Stored data entries
---+---

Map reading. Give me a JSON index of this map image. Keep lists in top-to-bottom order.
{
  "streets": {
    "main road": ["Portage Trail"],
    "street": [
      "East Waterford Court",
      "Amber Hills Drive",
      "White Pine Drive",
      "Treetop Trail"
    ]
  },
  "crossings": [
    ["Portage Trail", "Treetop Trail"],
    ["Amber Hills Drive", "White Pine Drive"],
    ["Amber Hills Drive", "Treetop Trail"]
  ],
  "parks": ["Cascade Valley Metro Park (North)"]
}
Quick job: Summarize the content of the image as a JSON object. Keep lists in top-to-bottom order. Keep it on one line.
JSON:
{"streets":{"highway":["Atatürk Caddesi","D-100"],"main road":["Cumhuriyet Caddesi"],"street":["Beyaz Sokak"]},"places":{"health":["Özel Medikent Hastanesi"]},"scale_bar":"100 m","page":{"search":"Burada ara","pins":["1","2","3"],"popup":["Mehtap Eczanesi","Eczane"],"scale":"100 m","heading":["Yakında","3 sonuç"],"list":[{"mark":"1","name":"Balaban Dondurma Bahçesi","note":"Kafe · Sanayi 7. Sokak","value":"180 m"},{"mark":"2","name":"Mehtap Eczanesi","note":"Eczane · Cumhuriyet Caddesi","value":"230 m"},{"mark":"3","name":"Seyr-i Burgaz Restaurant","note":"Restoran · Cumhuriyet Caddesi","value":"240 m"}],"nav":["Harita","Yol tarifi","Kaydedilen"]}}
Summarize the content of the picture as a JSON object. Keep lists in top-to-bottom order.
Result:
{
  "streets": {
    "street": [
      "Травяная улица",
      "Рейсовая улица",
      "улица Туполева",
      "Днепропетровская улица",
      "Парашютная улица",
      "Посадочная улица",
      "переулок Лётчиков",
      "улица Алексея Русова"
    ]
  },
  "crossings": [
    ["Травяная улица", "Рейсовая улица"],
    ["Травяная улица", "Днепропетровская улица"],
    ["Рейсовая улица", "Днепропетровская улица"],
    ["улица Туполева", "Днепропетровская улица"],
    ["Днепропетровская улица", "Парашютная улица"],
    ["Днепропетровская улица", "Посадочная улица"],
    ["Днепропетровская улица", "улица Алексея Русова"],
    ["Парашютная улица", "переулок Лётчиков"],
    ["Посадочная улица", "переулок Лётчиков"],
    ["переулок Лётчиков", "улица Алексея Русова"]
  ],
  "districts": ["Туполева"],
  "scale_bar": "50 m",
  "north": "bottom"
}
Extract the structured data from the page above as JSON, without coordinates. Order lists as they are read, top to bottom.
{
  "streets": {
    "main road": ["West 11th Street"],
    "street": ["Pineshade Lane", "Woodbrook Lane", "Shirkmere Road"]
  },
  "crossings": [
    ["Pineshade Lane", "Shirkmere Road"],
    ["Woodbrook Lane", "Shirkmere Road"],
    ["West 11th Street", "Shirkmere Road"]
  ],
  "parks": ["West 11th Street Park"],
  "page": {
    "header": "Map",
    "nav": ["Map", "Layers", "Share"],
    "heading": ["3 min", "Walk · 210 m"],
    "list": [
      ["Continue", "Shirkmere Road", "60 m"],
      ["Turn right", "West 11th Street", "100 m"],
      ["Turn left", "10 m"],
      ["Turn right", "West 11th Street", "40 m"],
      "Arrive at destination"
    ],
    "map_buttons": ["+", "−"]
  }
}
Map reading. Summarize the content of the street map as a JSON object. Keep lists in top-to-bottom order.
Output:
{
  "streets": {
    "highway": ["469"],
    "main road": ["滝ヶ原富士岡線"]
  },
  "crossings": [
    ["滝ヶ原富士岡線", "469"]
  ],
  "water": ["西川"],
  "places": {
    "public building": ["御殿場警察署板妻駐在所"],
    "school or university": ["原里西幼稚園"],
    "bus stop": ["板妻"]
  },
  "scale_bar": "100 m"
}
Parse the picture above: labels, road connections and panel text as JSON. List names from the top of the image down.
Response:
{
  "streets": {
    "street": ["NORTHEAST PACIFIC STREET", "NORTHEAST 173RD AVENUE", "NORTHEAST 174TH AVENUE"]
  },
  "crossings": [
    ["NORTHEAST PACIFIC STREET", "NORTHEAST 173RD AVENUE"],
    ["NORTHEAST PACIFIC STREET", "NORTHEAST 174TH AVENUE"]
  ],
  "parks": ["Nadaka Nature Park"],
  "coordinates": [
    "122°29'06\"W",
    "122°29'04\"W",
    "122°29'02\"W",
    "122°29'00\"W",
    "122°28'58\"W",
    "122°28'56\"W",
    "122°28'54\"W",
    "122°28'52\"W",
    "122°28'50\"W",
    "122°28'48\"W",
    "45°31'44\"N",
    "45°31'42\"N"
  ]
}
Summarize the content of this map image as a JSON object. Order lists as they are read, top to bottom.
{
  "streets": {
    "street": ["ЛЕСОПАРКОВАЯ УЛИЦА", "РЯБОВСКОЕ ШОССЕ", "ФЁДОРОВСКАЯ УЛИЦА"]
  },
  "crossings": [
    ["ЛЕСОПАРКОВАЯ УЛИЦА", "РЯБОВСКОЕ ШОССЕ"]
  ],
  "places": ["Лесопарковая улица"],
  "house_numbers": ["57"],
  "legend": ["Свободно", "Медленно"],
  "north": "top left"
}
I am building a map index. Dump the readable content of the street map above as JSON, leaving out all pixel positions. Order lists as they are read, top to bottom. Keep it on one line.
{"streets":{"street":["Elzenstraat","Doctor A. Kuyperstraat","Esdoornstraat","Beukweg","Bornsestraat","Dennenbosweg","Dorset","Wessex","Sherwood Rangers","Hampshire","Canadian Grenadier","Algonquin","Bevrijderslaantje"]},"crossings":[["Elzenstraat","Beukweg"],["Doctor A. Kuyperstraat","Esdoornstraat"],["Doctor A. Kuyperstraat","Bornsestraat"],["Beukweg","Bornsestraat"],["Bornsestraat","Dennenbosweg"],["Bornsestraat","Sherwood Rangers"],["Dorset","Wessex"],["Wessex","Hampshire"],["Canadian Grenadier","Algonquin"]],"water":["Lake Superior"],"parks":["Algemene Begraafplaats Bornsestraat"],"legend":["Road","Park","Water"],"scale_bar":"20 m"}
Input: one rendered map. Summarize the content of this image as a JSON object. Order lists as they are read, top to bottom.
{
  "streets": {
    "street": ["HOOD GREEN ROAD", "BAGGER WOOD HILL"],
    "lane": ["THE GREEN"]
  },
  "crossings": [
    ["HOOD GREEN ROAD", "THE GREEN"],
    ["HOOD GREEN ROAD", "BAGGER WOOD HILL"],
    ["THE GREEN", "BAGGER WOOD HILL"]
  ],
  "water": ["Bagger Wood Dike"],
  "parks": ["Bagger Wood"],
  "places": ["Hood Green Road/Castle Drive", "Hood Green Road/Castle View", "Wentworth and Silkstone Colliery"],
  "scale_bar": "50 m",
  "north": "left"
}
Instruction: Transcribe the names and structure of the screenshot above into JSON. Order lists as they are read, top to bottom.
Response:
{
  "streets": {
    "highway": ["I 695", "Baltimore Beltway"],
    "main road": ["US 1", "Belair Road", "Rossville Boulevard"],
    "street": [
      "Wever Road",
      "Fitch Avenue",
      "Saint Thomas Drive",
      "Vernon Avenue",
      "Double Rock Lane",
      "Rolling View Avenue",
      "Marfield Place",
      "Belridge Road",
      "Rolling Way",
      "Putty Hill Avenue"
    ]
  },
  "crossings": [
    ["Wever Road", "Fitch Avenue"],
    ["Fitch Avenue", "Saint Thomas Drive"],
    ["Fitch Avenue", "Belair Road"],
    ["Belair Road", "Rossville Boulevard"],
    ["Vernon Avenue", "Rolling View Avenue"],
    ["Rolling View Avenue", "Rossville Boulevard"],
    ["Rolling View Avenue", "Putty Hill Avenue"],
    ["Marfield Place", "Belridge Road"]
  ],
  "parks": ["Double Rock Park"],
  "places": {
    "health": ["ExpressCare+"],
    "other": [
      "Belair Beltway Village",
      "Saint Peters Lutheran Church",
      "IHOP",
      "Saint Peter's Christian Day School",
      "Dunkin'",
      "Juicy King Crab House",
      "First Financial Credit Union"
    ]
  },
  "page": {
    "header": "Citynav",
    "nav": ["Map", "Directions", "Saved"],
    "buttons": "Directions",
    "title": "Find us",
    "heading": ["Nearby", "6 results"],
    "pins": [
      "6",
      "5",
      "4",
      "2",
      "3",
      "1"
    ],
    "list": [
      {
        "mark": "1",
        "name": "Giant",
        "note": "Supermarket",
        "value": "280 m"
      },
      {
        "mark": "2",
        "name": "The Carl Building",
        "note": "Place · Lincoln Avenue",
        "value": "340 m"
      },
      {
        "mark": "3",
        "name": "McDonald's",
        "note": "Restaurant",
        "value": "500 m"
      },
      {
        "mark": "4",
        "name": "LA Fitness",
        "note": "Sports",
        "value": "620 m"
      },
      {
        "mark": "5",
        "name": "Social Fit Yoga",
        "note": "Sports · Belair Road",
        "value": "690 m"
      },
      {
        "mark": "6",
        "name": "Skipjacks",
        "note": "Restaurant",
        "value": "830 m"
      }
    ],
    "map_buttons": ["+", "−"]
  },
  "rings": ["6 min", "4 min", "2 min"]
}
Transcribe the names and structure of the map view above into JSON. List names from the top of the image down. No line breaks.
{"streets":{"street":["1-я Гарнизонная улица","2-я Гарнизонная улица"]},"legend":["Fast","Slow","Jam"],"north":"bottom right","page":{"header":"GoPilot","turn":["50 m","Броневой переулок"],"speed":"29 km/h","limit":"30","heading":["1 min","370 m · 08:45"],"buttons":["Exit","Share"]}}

---+---

In the entries above, find each line that includes the string "picture" and copy it.

Summarize the content of the picture as a JSON object. Keep lists in top-to-bottom order.
Parse the picture above: labels, road connections and panel text as JSON. List names from the top of the image down.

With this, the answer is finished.